Magelang, 20 Juli 2014, Keluarga Buddhis Theravada Indonesia (KBTI) Jawa Tengah dan Daerah Istimewa Yogyakarta (DIY) menggelar perayaan Maha Asadha Puja 2558 BE/2014. Hari raya Asadha merupakan salah satu dari empat hari raya dalam agama Buddha selain Waisak, Magha, dan Kathina.
Acara yang diselenggarakan di Vihara dan Candi Mendut ini diikuti oleh sekitar 900 umat Buddha di Jawa Tengah, DIY, dan tempat lain, serta dihadiri oleh pimpinan Sangha Theravada Indonesia. Dalam perayaan Maha Asadha Puja ini juga diselenggarakan pelatihan Atthasila yang diikuti oleh 710 orang. (Baca: Umat Buddha Jawa Tengah dan DIY Rayakan Asadha dengan Atthasila)

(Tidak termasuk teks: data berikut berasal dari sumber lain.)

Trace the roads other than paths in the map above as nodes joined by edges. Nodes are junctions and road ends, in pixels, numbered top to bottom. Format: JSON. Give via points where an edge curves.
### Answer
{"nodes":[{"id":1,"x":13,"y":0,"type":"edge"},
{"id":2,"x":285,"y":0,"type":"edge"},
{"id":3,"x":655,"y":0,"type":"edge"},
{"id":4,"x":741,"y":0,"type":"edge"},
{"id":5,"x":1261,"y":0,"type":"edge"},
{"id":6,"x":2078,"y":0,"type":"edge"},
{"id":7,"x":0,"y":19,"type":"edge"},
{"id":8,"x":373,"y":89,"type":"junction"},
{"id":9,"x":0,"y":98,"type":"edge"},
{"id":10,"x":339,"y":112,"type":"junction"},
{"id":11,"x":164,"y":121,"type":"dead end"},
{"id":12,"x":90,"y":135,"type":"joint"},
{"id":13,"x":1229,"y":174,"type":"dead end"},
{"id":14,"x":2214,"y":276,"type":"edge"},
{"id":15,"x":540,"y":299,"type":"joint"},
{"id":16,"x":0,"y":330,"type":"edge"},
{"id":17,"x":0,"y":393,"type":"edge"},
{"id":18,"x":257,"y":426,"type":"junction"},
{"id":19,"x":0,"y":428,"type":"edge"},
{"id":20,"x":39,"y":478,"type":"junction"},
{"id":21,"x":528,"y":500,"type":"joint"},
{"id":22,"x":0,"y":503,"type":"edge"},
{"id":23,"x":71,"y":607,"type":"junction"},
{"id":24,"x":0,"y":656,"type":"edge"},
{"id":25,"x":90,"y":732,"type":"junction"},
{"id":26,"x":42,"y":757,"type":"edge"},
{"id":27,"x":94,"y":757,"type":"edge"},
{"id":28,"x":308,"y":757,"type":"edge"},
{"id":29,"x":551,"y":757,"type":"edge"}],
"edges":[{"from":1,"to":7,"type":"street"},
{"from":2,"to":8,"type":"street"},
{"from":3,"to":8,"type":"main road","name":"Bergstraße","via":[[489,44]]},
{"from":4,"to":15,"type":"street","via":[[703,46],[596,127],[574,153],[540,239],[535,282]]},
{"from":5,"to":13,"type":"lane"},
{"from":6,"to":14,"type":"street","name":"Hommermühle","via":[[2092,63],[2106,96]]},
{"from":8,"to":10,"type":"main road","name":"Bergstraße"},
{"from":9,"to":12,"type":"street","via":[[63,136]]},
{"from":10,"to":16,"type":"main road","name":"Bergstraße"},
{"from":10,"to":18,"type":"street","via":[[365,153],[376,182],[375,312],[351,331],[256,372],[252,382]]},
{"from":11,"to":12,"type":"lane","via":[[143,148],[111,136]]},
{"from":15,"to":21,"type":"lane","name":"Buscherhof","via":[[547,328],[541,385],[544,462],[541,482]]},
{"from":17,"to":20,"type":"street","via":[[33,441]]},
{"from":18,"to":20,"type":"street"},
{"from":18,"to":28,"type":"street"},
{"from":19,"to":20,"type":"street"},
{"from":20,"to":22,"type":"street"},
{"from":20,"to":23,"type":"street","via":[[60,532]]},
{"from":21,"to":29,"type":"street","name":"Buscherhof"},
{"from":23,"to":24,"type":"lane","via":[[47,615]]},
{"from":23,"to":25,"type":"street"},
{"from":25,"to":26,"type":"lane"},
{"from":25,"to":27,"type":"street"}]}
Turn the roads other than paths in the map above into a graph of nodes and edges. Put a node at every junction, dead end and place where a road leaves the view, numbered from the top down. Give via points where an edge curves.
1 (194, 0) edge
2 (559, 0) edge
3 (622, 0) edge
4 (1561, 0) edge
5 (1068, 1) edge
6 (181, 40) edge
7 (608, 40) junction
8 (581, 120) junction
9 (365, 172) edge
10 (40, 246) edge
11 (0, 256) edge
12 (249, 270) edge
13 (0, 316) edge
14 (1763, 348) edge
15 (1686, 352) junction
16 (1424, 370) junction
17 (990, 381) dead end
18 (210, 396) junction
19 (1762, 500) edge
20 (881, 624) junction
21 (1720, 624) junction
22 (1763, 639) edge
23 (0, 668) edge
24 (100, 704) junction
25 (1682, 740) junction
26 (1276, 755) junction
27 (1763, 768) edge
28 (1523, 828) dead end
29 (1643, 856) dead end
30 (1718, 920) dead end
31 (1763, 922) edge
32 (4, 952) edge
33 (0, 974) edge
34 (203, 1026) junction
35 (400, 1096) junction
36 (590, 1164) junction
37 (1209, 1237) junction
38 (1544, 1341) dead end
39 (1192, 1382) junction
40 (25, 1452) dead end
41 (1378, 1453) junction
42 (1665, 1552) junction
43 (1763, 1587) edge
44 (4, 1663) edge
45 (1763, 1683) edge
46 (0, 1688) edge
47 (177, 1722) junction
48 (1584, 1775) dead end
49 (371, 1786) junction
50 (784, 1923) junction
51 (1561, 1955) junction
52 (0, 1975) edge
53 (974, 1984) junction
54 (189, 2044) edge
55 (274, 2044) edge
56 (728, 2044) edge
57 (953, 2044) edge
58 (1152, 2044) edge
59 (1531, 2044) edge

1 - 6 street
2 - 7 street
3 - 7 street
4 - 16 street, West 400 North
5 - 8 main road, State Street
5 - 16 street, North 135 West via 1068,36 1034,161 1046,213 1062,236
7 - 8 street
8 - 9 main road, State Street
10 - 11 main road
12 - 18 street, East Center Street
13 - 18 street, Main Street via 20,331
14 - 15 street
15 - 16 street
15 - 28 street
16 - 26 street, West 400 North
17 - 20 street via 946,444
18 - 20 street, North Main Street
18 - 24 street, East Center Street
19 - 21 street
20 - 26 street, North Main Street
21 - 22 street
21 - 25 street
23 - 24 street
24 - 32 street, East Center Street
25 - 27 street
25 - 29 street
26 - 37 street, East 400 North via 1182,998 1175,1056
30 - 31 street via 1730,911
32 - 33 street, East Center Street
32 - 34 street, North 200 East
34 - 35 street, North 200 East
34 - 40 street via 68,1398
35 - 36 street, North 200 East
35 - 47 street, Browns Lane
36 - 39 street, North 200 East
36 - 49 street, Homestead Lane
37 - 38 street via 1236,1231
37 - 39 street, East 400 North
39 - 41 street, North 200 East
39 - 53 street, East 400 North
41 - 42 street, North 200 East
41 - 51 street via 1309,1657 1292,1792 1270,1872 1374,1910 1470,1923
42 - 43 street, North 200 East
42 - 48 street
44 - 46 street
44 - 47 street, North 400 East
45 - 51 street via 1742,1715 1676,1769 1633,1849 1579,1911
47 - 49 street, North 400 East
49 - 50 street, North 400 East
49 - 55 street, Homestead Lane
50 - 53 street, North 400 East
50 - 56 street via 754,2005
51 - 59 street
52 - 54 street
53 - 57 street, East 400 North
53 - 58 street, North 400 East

Berbaris rapi, tangan bersikap anjali dengan pakaian hitam putih, peserta Atthasila dan umat menunggu kehadiran Bhikkhu Sangha yang akan memimpin pradaksina Maha Asadha Puja di Candi Mendut. Dengan membawa persembahan bunga, lilin dan dupa di tangan, Bhikkhu Sangha berjalan memimpin barisan prosesi dari Vihara Mendut menuju Candi Mendut. Dipimpin oleh Bhikkhu Jotidhammo, Bhikkhu Sangha dan umat membacakan Asadha Puja Gatha yang dilanjutkan dengan pradaksina mengelilingi Candi Mendut sebanyak tiga kali searah jarum jam, kemudian kembali ke Vihara Mendut untuk melanjutkan puja bakti Maha Asadha Puja.
Asadha mempunyai arti yang sangat penting bagi umat Buddha aliran manapun, karena pada bulan purnama di bulan Asadha pertama kalinya Dhamma dibabarkan oleh Buddha kepada lima orang pertapa. Pada saat itu terbentuklah Sangha Bhikkhu untuk pertama kalinya yang sekaligus melengkapi Tiratana yaitu Buddha, Dhamma, dan Sangha. “Tiratana adalah pelindung spiritual dan penunjuk jalan ke arah mana kita akan pergi,” ujar Bhikkhu Sri Pannyavaro dalam pesan Dhamma.
Lebih lanjut Bhante menjelaskan bahwa kotbah pertama Buddha kepada lima orang pertapa tersebut merupakan inti jantung dari ajaran Buddha yang telah dibabarkan selama 45 tahun kehidupan Buddha. “Kotbah pertama tentang empat kebenaran mulia kalau disingkat dengan sangat singkat seperti yang Buddha ajarkan kepada Anuraya, yaitu ‘Semua yang saya ajarkan adalah tentang penderitaan dan lenyapnya penderitaan’,” jelas Bhante.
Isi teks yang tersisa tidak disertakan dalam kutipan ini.